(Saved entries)
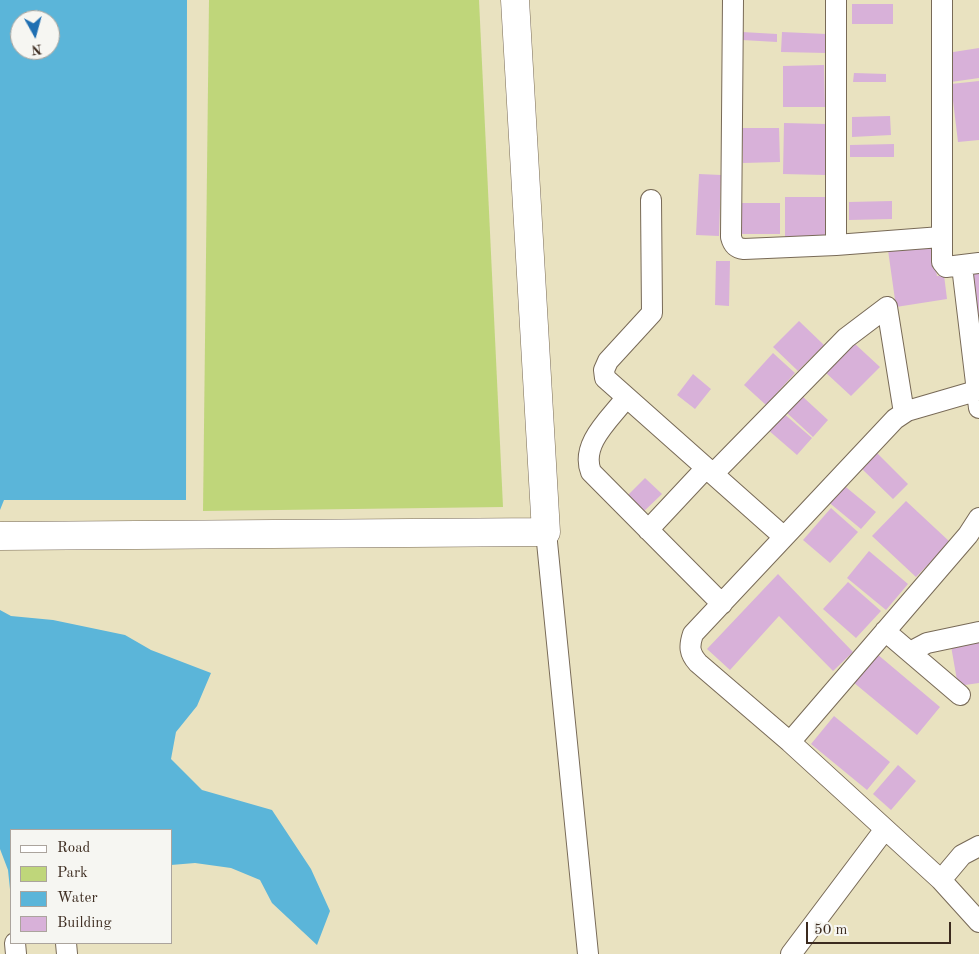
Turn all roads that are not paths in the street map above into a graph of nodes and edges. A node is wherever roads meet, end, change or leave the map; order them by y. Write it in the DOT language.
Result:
graph roads {
  1 [pos="515,0"];
  2 [pos="733,0"];
  3 [pos="836,0"];
  4 [pos="942,0"];
  5 [pos="651,200"];
  6 [pos="941,237"];
  7 [pos="836,245"];
  8 [pos="971,264"];
  9 [pos="974,327"];
  10 [pos="978,396"];
  11 [pos="626,398"];
  12 [pos="904,413"];
  13 [pos="709,471"];
  14 [pos="979,518"];
  15 [pos="648,530"];
  16 [pos="546,532"];
  17 [pos="6,536"];
  18 [pos="784,537"];
  19 [pos="722,604"];
  20 [pos="885,631"];
  21 [pos="979,632"];
  22 [pos="910,652"];
  23 [pos="960,695"];
  24 [pos="790,742"];
  25 [pos="886,829"];
  26 [pos="979,846"];
  27 [pos="942,880"];
  28 [pos="979,922"];
  29 [pos="588,954"];
  30 [pos="791,954"];
  1 -- 16 [label="main road"];
  2 -- 7 [label="street"];
  3 -- 7 [label="street"];
  4 -- 6 [label="street"];
  5 -- 11 [label="street"];
  6 -- 7 [label="street"];
  6 -- 8 [label="street"];
  8 -- 9 [label="street"];
  9 -- 10 [label="street"];
  10 -- 12 [label="street"];
  11 -- 13 [label="street"];
  11 -- 15 [label="street"];
  12 -- 13 [label="street"];
  12 -- 18 [label="street"];
  13 -- 15 [label="street"];
  13 -- 18 [label="street"];
  14 -- 20 [label="street"];
  15 -- 19 [label="street"];
  16 -- 17 [label="main road"];
  16 -- 29 [label="street"];
  18 -- 19 [label="street"];
  19 -- 24 [label="street"];
  20 -- 22 [label="street"];
  20 -- 24 [label="street"];
  21 -- 22 [label="street"];
  22 -- 23 [label="street"];
  24 -- 25 [label="street"];
  25 -- 27 [label="street"];
  25 -- 30 [label="street"];
  26 -- 27 [label="street"];
  27 -- 28 [label="street"];
}
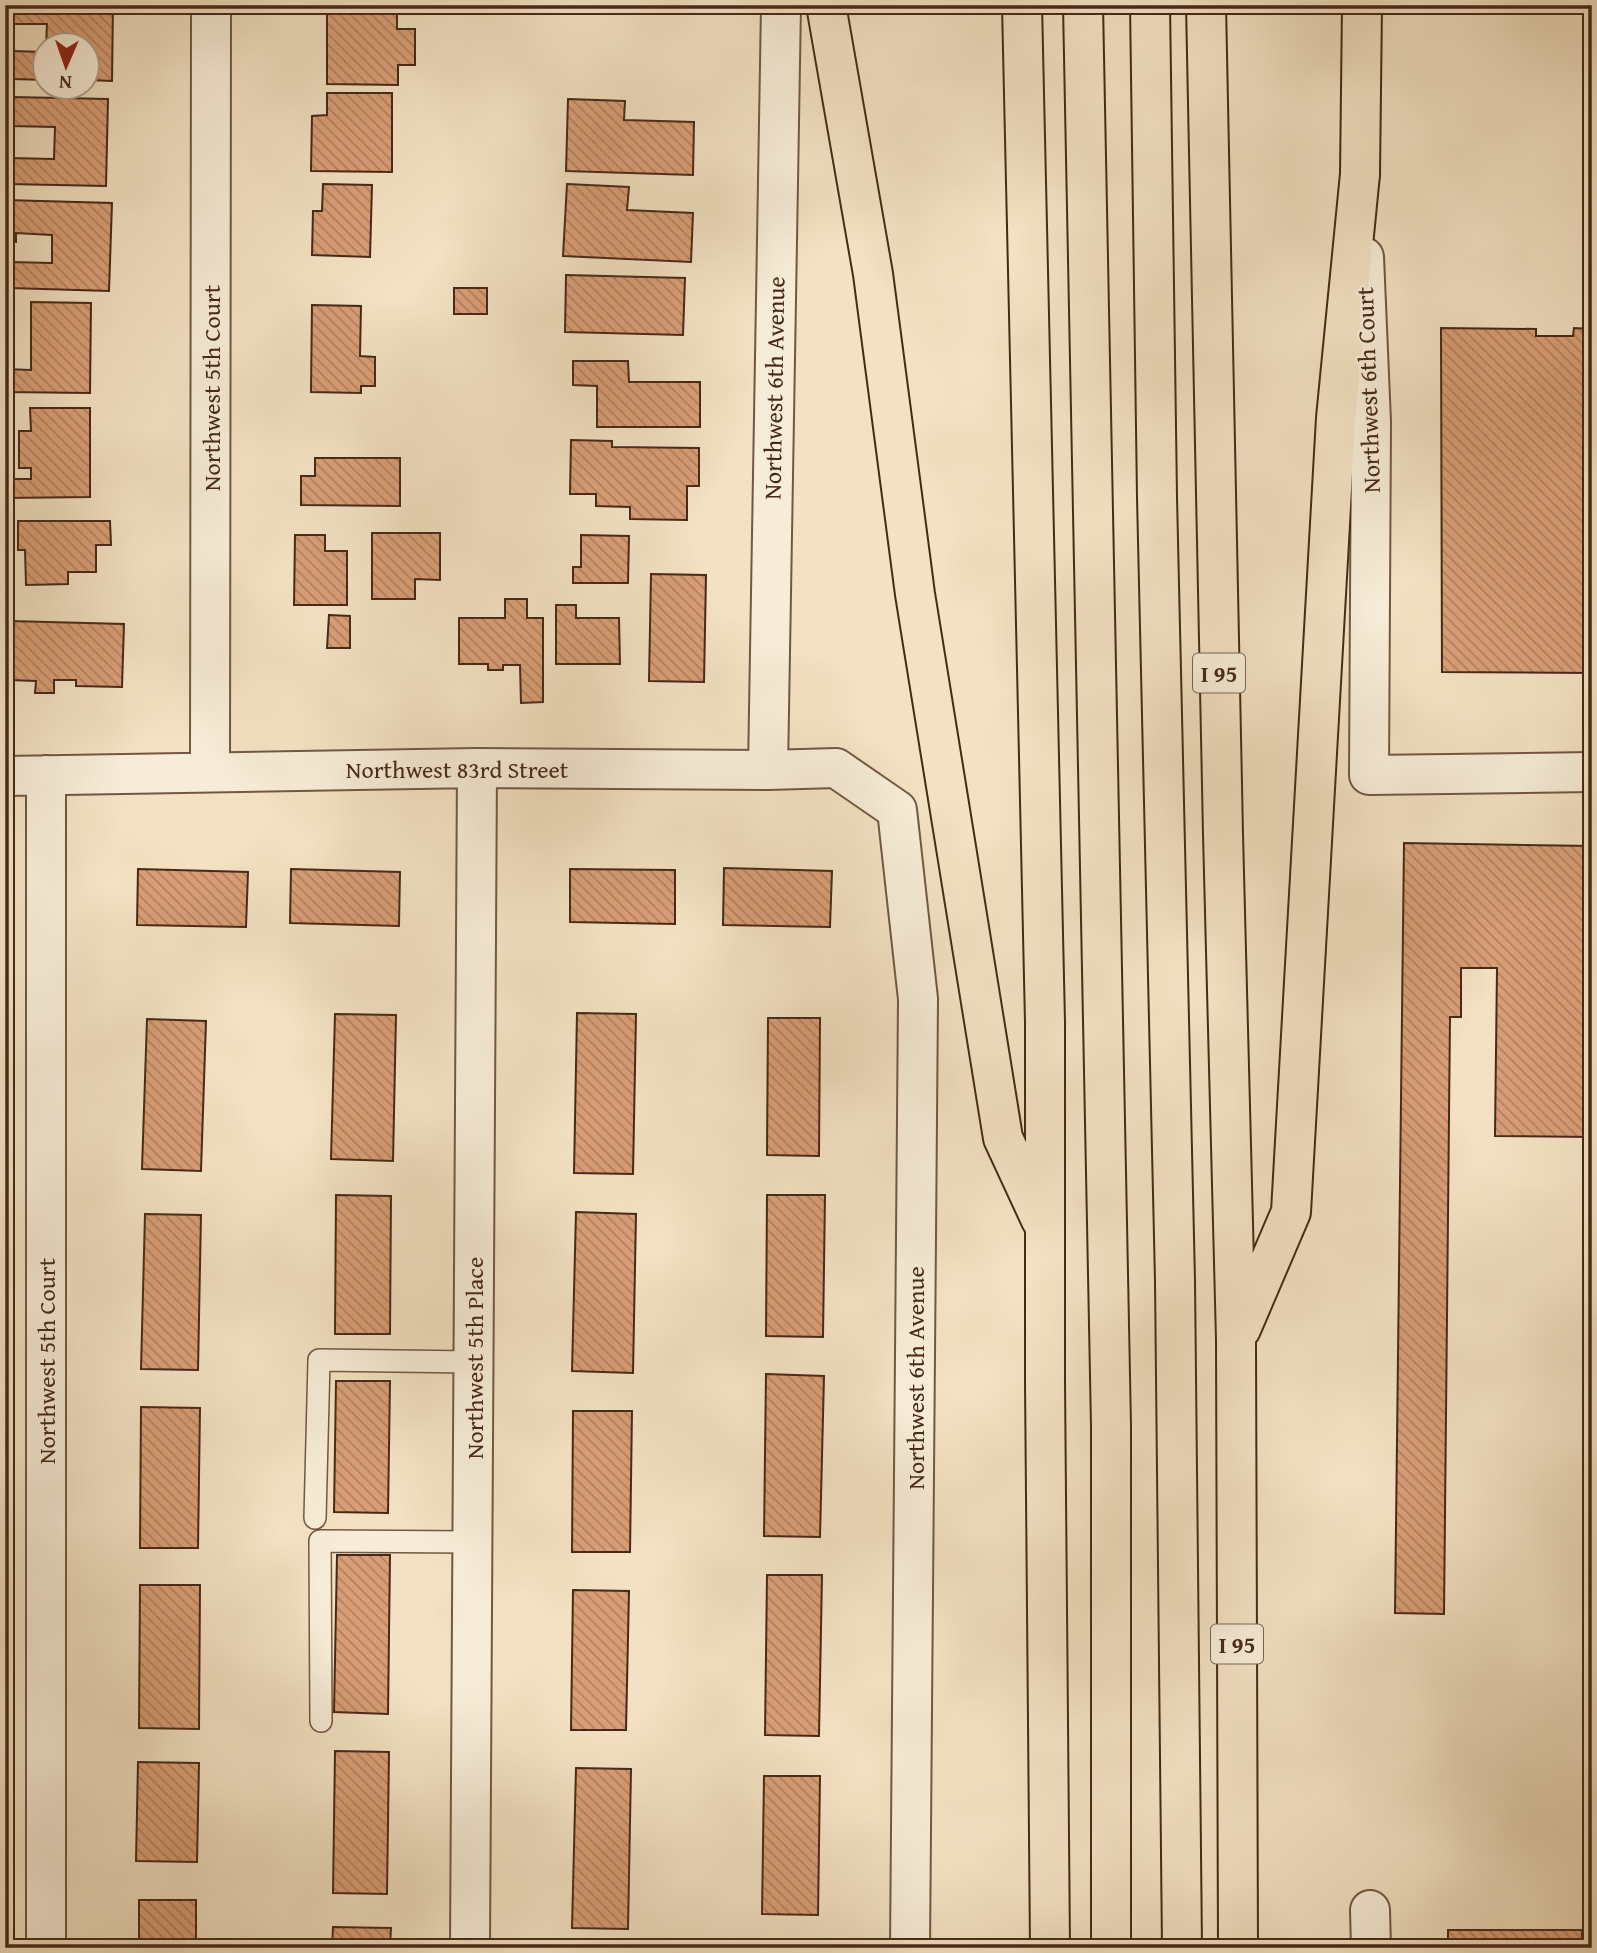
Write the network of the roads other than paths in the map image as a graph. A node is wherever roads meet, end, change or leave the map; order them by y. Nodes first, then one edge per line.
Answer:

▸ ASSIGNED TASK
Which of the lines above include the word "leave"? Copy each of them.

▸ ANSWER BOX
Turn all roads that are not paths in the street map above into a graph of nodes and edges. A node is wherever roads meet, end, change or leave the map; order them by y. Write it in the DOT language.
Write the network of the roads other than paths in the map image as a graph. A node is wherever roads meet, end, change or leave the map; order them by y. Nodes first, then one edge per line.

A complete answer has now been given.